What to do
Your copy should hold every record exactly and no images.
··· Input ···
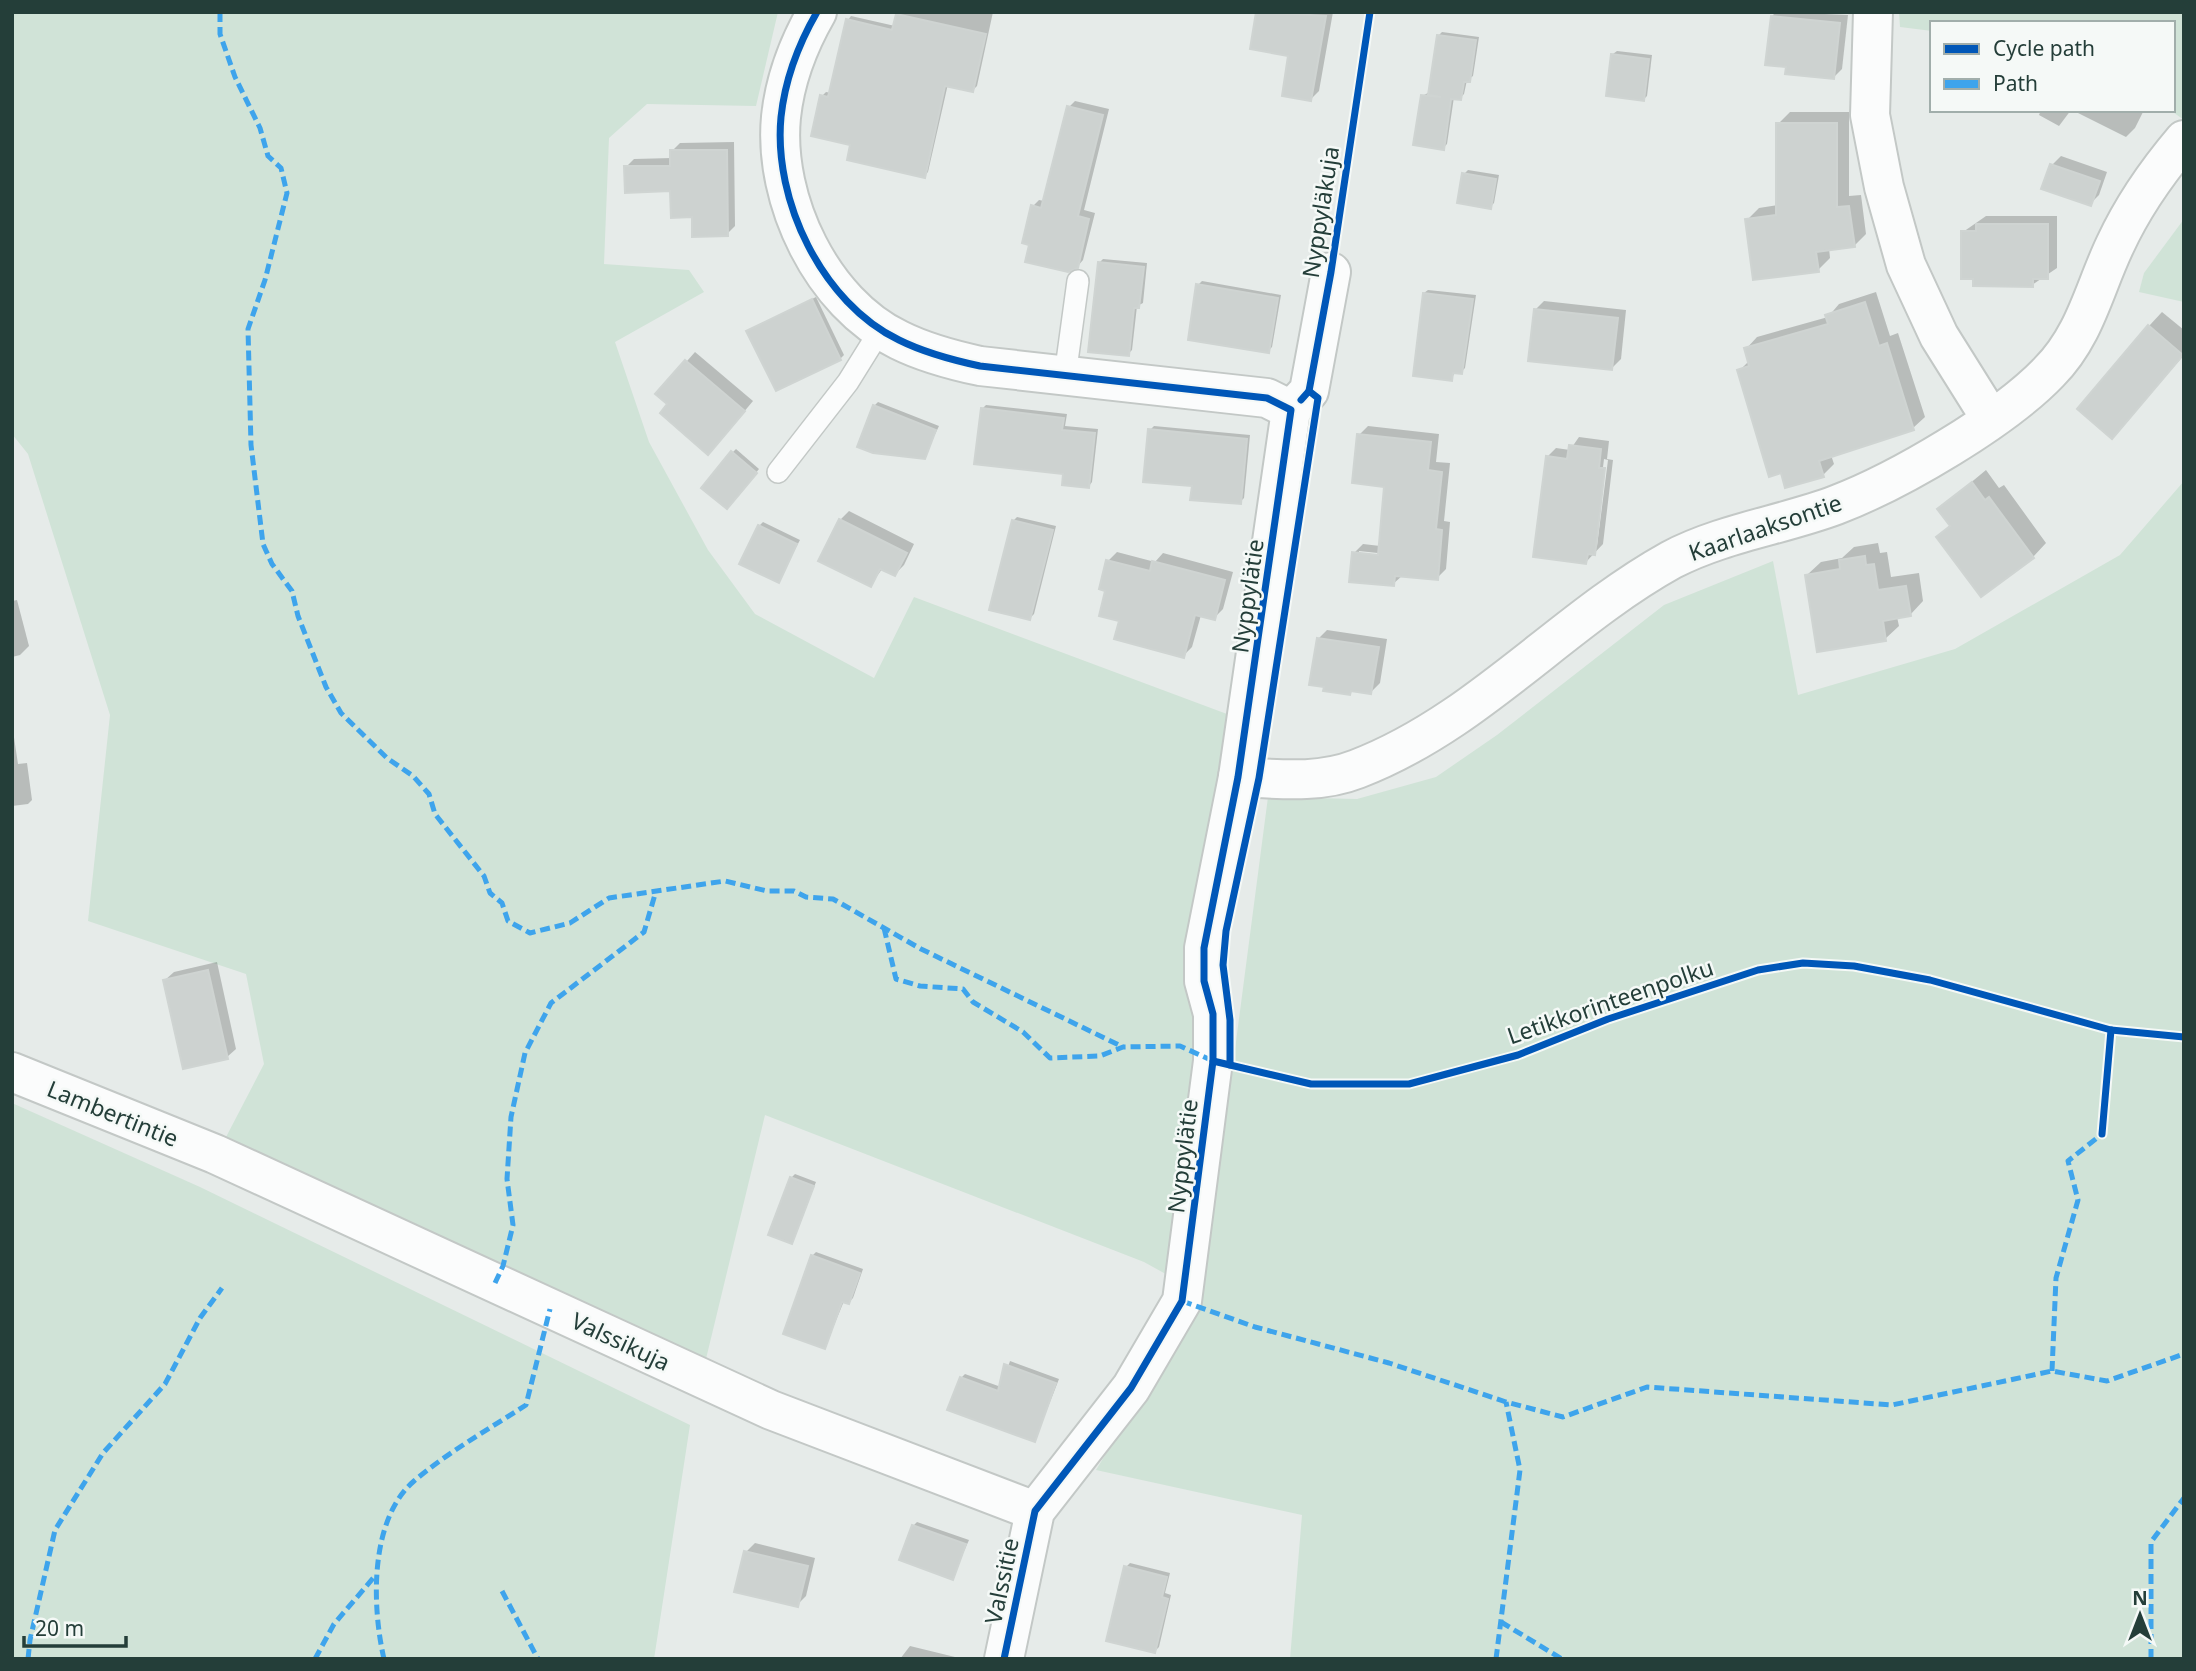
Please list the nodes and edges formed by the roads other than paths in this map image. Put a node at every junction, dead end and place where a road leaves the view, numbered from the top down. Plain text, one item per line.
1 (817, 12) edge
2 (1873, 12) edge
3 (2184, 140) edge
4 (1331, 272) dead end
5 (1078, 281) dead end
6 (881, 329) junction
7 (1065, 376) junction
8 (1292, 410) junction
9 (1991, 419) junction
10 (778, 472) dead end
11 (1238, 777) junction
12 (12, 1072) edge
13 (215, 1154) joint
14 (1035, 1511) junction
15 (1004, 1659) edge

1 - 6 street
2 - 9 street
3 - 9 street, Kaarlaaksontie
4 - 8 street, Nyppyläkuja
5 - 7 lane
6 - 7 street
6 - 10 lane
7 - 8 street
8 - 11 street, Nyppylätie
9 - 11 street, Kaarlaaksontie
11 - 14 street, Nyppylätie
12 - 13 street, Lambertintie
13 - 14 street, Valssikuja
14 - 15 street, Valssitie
···
Result
Please list the nodes and edges formed by the roads other than paths in this map image. Put a node at every junction, dead end and place where a road leaves the view, numbered from the top down. Plain text, one item per line.
1 (817, 12) edge
2 (1873, 12) edge
3 (2184, 140) edge
4 (1331, 272) dead end
5 (1078, 281) dead end
6 (881, 329) junction
7 (1065, 376) junction
8 (1292, 410) junction
9 (1991, 419) junction
10 (778, 472) dead end
11 (1238, 777) junction
12 (12, 1072) edge
13 (215, 1154) joint
14 (1035, 1511) junction
15 (1004, 1659) edge

1 - 6 street
2 - 9 street
3 - 9 street, Kaarlaaksontie
4 - 8 street, Nyppyläkuja
5 - 7 lane
6 - 7 street
6 - 10 lane
7 - 8 street
8 - 11 street, Nyppylätie
9 - 11 street, Kaarlaaksontie
11 - 14 street, Nyppylätie
12 - 13 street, Lambertintie
13 - 14 street, Valssikuja
14 - 15 street, Valssitie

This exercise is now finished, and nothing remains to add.